Editoriaux - Médias - Politique - Presse - Santé - Table - 2 février 2017

Embaucher un membre de sa famille est-il vraiment un problème ?

Une fois de plus, le malheur des uns est en train de faire le bonheur des autres. L’affaire Fillon, et la médiatisation soudaine de cette pratique politique pourtant habituelle et largement répandue qui consiste à embaucher un membre de sa famille, sont une occasion en or pour certains débrouillards d’apparaître comme les purs de la démocratie. Depuis plusieurs jours, en effet, on voit certains élus se précipiter pour condamner cette pratique, profitant de sa mauvaise presse du moment pour se faire une santé éthique en rappelant notamment qu’eux, à la différence de Fillon, n’ont jamais embauché personne de leurs familles. Alléluia ! Les politiques sont tellement déconsidérés, et à juste titre, qu’à défaut de pouvoir présenter des qualités, ils en sont rendus, pour se légitimer, à se démarquer des défauts des autres. Ayant renoncé à être réellement et sincèrement intègres, ils se contentent simplement d’apparaître comme les moins compromis. La loupe déformante des médias fait le reste.
 
L’affaire Fillon est confuse : au départ, il s’est agi de faire la lumière sur le caractère fictif de l’emploi de Penelope Fillon, car son embauche à proprement parler n’est supposément pas le fond du problème puisque la loi l’autorise.
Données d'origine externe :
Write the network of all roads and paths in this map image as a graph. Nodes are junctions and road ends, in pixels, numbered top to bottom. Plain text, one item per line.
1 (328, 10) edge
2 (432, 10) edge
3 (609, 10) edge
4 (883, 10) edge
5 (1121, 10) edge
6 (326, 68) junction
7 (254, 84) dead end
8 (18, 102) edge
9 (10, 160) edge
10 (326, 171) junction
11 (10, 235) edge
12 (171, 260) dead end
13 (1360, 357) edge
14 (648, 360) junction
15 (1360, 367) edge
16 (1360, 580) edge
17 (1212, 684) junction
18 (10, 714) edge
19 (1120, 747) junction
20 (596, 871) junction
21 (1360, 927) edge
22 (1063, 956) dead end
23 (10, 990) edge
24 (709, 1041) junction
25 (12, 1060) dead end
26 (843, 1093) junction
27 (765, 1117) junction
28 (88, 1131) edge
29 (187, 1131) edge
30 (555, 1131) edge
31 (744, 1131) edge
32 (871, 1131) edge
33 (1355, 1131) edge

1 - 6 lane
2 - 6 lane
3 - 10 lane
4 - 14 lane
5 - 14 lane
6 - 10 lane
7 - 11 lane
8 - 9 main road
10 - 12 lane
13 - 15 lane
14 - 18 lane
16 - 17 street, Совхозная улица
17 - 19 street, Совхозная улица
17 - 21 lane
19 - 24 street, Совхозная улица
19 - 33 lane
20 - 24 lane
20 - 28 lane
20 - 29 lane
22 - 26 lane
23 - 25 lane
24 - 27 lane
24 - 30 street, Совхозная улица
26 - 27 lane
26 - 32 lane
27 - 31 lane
À ce jour, on ne sait plus, parasités que nous sommes par le bavardage politico-médiatique des uns et des autres, s’il faut reprocher à Fillon d’avoir versé un salaire injustifié à sa dame ou de l’avoir recrutée comme assistante. S’il s’agit d’un emploi fictif, il est incontestable que la sanction doit être à la mesure, et même à la double mesure, de la gravité de l’infraction juridique et du viol moral que constitue cette attitude.
 
Quoi qu’il en soit, cette affaire est l’occasion d’évoquer la possibilité offerte aux parlementaires d’embaucher un membre de la famille dans leurs cabinets. En soi, cette pratique est-elle tellement scandaleuse et indéfendable ? Un élu dispose d’un mandat de quelques années pendant lesquelles il doit effectuer un travail compliqué, sensible, susceptible d’entraîner de grandes conséquences sur la vie du pays. Les enjeux sont lourds. Puisqu’il est mandaté par les électeurs pour réaliser, en peu de temps, un travail grave et sérieux, puisque sa fonction va le mettre en situation de prendre des décisions potentiellement tragiques, non seulement il n’est pas idiot de poser la question de la confiance et de l’intégrité des collaborateurs, mais il n’est pas plus idiot d’y répondre en considérant qu’un membre de la famille est plus susceptible de loyauté qu’un « simple » compagnon de route politique. Doit-on faire la liste de toutes les trahisons, de toutes les félonies et de tous les abandons en politique ?
 
Pour être conforme à l’idée fantasmée que nous nous faisons de la République, nous voulons voir dans cette pratique un reliquat scandaleux de l’Ancien Régime. Dans ce rejet, je vois autre chose : la négation des liens spéciaux que confère l’appartenance à la famille. Et pourtant, aussi insupportable que cela puisse paraître aux contempteurs de la famille pour qui l’individu est avant tout un membre de la Cité politique sans autre attache à ses semblables que celle édictée par un « contrat social » imaginaire, le fait est que les liens du sang sont d’une nature particulière, qu’ils donnent une mesure singulière et supérieure à la loyauté et à la confiance, et que le foyer familial est à la fois le berceau le plus chaleureux et la forteresse la plus fiable de ces valeurs.